(Day 12 puzzle). This was my favorite day so far. I’ve never faced my own graph problem and this was a great example for trying out the igraph package.
Big shout out to Gábor Csárdi and anyone else on the igraph team who wrote the docs. And I mean wrote the docs! When I google an R question, 99% of the time I land on StackOverflow. The searches I made for Day 12 all* took me to the igraph documentation website, which answered my questions. I don’t know of another R package or topic like that.
Their example of creating a graph was clear and was easy to adapt to the toy example on Day 12. From there, some searching found the two functions I’d need for Day 12: neighborhood() and clusters(). Look how short my part 2 is!
Part 0: Playing with igraph
Here’s the documentation example for creating an igraph.
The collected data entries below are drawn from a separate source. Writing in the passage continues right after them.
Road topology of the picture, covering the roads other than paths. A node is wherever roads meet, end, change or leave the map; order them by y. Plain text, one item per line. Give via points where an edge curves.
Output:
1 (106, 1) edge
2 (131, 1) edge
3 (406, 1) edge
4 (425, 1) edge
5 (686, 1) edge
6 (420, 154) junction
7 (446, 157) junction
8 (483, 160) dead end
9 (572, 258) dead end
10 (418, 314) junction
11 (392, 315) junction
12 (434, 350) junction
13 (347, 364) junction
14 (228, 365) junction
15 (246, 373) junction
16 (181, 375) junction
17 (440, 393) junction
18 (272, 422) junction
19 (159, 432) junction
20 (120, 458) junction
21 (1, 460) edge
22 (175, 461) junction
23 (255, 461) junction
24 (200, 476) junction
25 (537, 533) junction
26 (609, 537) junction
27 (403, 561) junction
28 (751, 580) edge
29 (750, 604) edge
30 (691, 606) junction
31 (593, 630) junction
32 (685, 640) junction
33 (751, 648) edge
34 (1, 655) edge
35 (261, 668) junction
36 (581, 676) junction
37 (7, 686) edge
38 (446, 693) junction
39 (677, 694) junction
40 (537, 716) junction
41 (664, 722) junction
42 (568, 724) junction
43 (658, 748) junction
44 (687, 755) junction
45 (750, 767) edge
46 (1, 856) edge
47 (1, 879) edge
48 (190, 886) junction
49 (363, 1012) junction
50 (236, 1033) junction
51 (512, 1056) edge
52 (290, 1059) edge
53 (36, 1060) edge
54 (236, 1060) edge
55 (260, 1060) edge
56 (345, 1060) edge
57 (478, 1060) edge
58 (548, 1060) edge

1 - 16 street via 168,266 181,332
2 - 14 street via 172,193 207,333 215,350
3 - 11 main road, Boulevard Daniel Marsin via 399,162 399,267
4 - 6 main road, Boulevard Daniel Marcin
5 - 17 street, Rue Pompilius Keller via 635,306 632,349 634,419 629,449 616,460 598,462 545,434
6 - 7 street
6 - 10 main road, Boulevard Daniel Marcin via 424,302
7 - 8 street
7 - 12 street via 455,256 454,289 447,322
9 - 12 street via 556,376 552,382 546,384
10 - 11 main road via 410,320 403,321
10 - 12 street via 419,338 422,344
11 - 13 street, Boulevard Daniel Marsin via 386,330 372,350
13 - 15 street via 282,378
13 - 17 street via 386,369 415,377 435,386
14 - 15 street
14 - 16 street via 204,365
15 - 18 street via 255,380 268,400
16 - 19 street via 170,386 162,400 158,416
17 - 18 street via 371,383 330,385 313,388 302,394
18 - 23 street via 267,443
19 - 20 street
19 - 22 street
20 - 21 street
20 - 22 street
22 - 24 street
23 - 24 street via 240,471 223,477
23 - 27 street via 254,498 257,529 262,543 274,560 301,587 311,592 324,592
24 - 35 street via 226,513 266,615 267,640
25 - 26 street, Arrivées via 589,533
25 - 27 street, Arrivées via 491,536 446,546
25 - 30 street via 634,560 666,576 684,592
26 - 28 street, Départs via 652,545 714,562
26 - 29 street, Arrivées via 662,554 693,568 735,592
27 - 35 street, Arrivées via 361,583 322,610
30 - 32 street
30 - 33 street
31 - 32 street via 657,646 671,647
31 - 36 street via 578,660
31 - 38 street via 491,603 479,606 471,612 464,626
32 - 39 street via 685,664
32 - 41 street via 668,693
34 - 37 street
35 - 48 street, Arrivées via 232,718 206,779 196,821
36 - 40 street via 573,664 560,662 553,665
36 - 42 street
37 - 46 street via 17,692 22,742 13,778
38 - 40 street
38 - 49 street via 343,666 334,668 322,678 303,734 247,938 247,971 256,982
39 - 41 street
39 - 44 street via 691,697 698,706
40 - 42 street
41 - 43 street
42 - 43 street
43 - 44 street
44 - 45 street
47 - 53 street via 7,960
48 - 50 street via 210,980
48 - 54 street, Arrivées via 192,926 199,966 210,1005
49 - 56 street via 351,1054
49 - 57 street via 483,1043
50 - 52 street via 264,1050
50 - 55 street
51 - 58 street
I played with it to confirm it would work for my needs:
library(pacman)
p_load(igraph, tidyr, dplyr)
# Toy example
relations <- data.frame(from=c("Bob", "Cecil", "Cecil", "David",
"David", "Esmeralda"),
to=c("Alice", "Bob", "Alice", "Alice", "Bob", "Alice"),
same.dept=c(FALSE,FALSE,TRUE,FALSE,FALSE,TRUE),
friendship=c(4,5,5,2,1,1), advice=c(4,5,5,4,2,3))
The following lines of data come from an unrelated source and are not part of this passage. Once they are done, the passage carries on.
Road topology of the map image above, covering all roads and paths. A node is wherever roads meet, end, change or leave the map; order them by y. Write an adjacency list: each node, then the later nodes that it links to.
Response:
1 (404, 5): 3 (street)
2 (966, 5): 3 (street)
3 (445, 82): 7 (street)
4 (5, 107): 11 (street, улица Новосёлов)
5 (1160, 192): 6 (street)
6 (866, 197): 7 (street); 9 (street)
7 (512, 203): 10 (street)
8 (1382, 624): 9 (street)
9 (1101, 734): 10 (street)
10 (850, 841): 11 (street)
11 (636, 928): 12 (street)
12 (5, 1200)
g <- graph_from_data_frame(relations, directed=FALSE)
neighborhood(g, 1, "Esmeralda") # 2
neighborhood(g, 2, "Esmeralda") # 5
Part 1
This was mostly wrangling the data into the igraph. It didn’t seem to like integer names for vertices so I prepended “a”.
create_graph_from_input <- function(filename){
filename %>%
read.delim(header = FALSE) %>%
separate(V1, into = c("v1", "v2"), sep = "<->") %>%
separate_rows(v2, sep = ",") %>%
mutate(v1 = paste0("a", str_trim(v1)),
v2 = paste0("a", str_trim(v2))) %>%
graph_from_data_frame(directed = FALSE)
}
get_group_size <- function(filename, grp_size, node_name){
create_graph_from_input(filename) %>%
neighborhood(grp_size, paste0("a", node_name)) %>%
unlist %>%
length()
}
testthat::expect_equal(get_group_size("12_1_test_dat.txt", 30, "0"), 6)
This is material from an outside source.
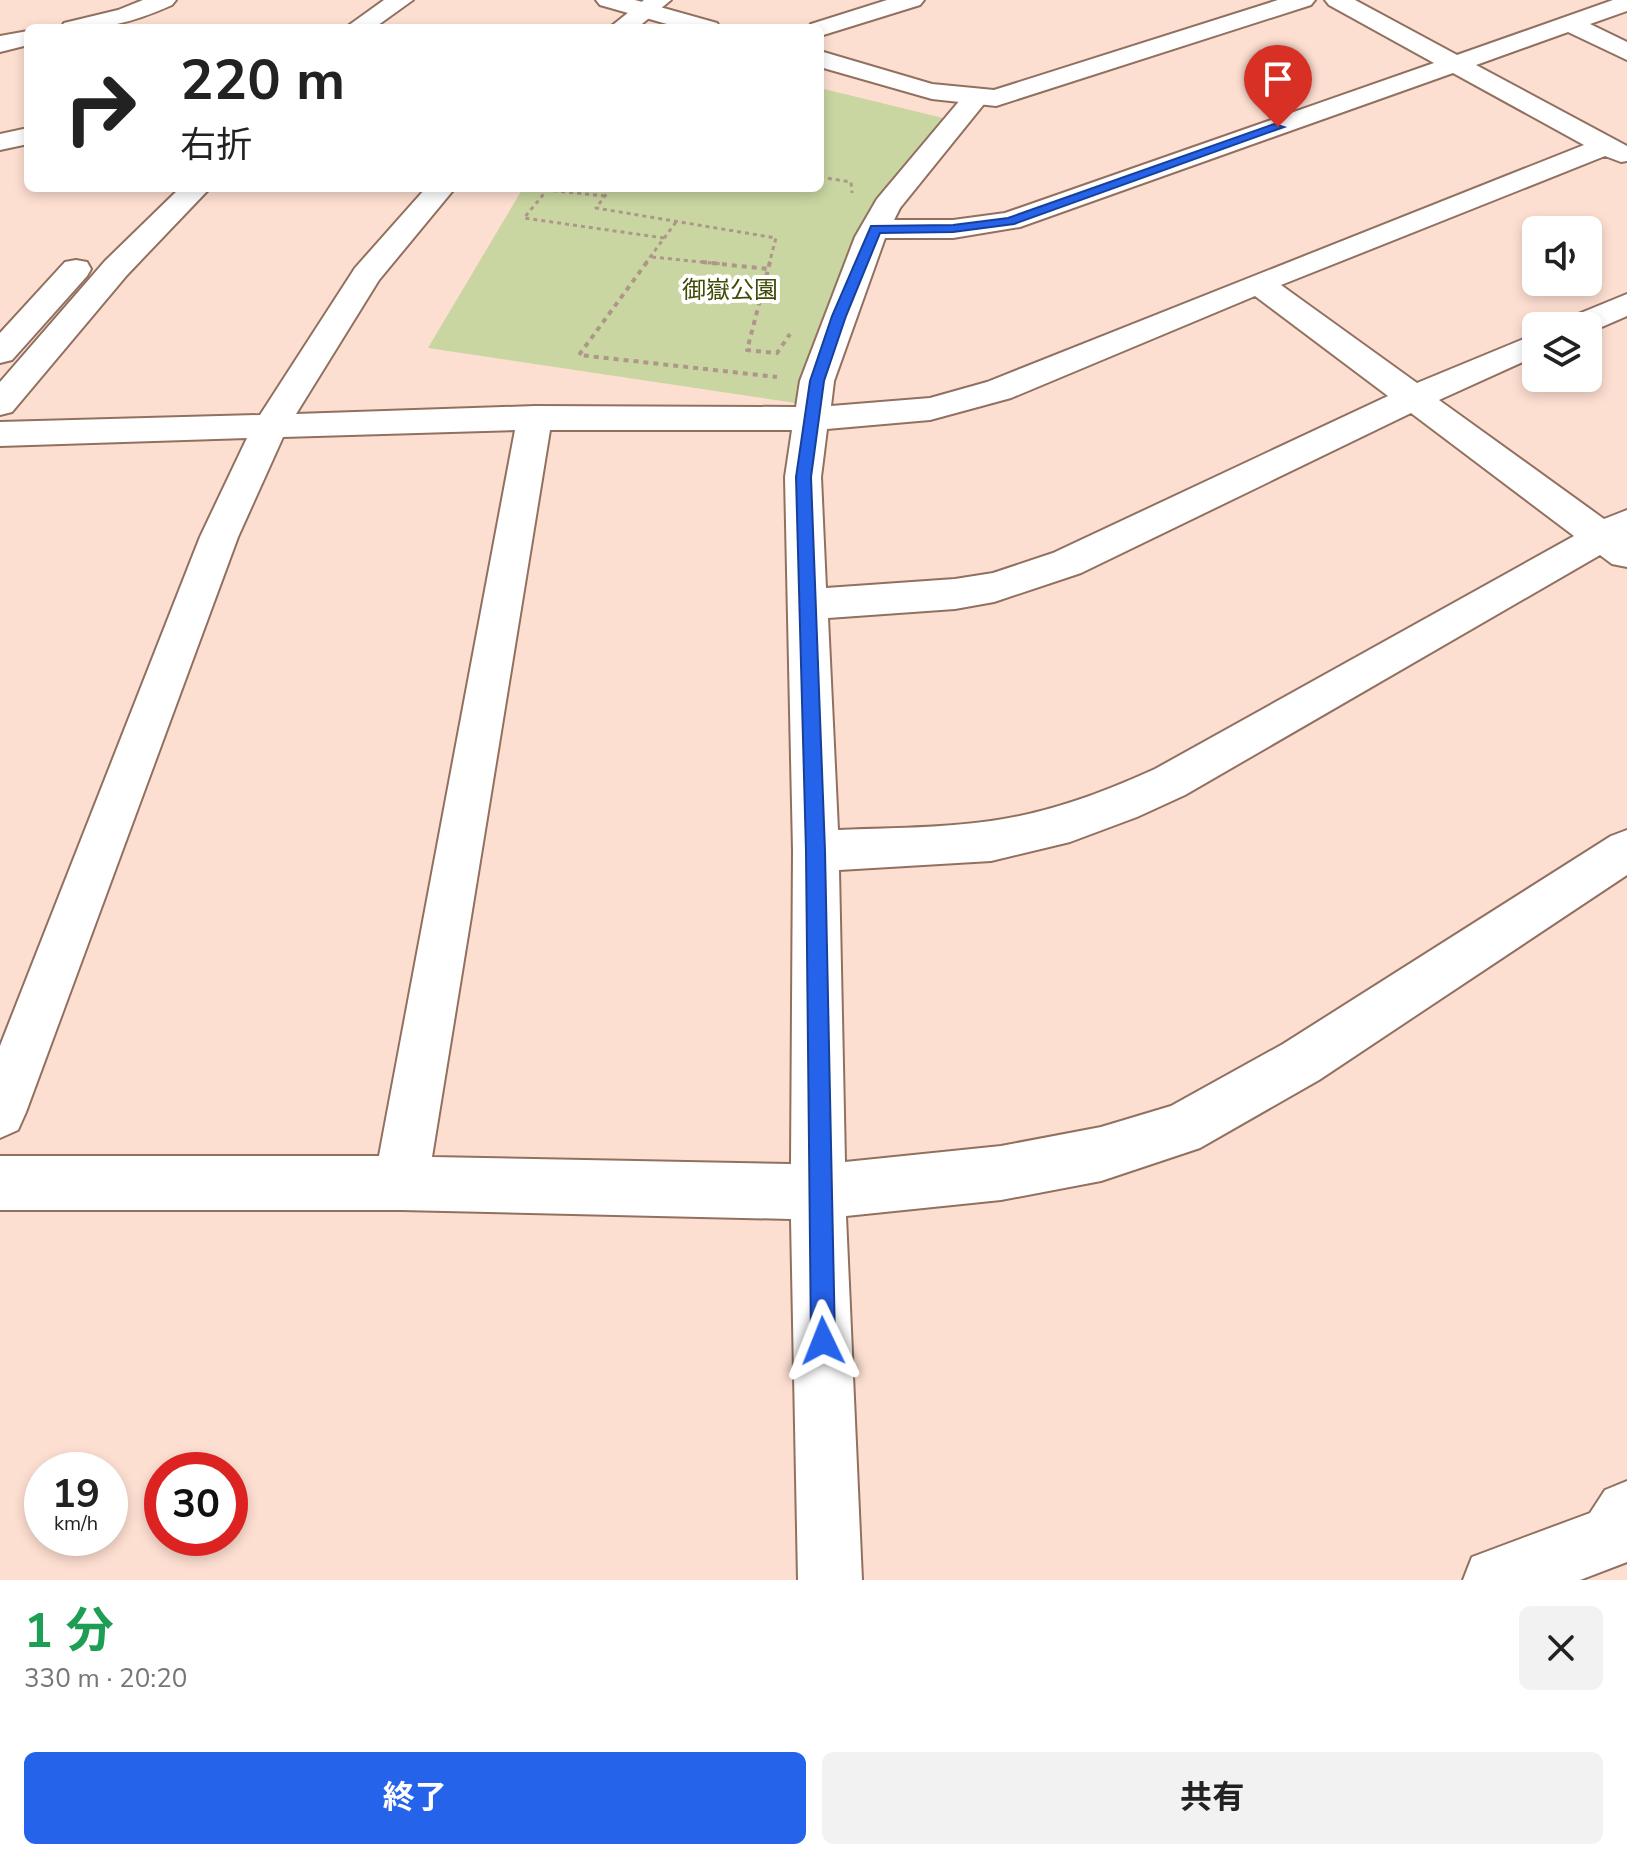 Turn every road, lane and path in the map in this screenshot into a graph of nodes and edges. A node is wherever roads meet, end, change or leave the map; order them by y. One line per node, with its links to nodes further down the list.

get_group_size("12_1_dat.txt", 30, "0") # 239
I increased the `grp_size` parameter until my result stopped increasing. That was at about 30 degrees of separation (it was still changing at 15). A more permanent solution might include a loop to do this.
Part 2
All you need is igraph::clusters():
"12_1_dat.txt" %>% create_graph_from_input %>% clusters() %>% .$no #215
One. Function.
Conclusion: graphs are neat, igraph is the way to analyze them.
* okay, one search took me to StackOverflow and gave me what I needed: the `clusters()` function. Everything else came from igraph.org.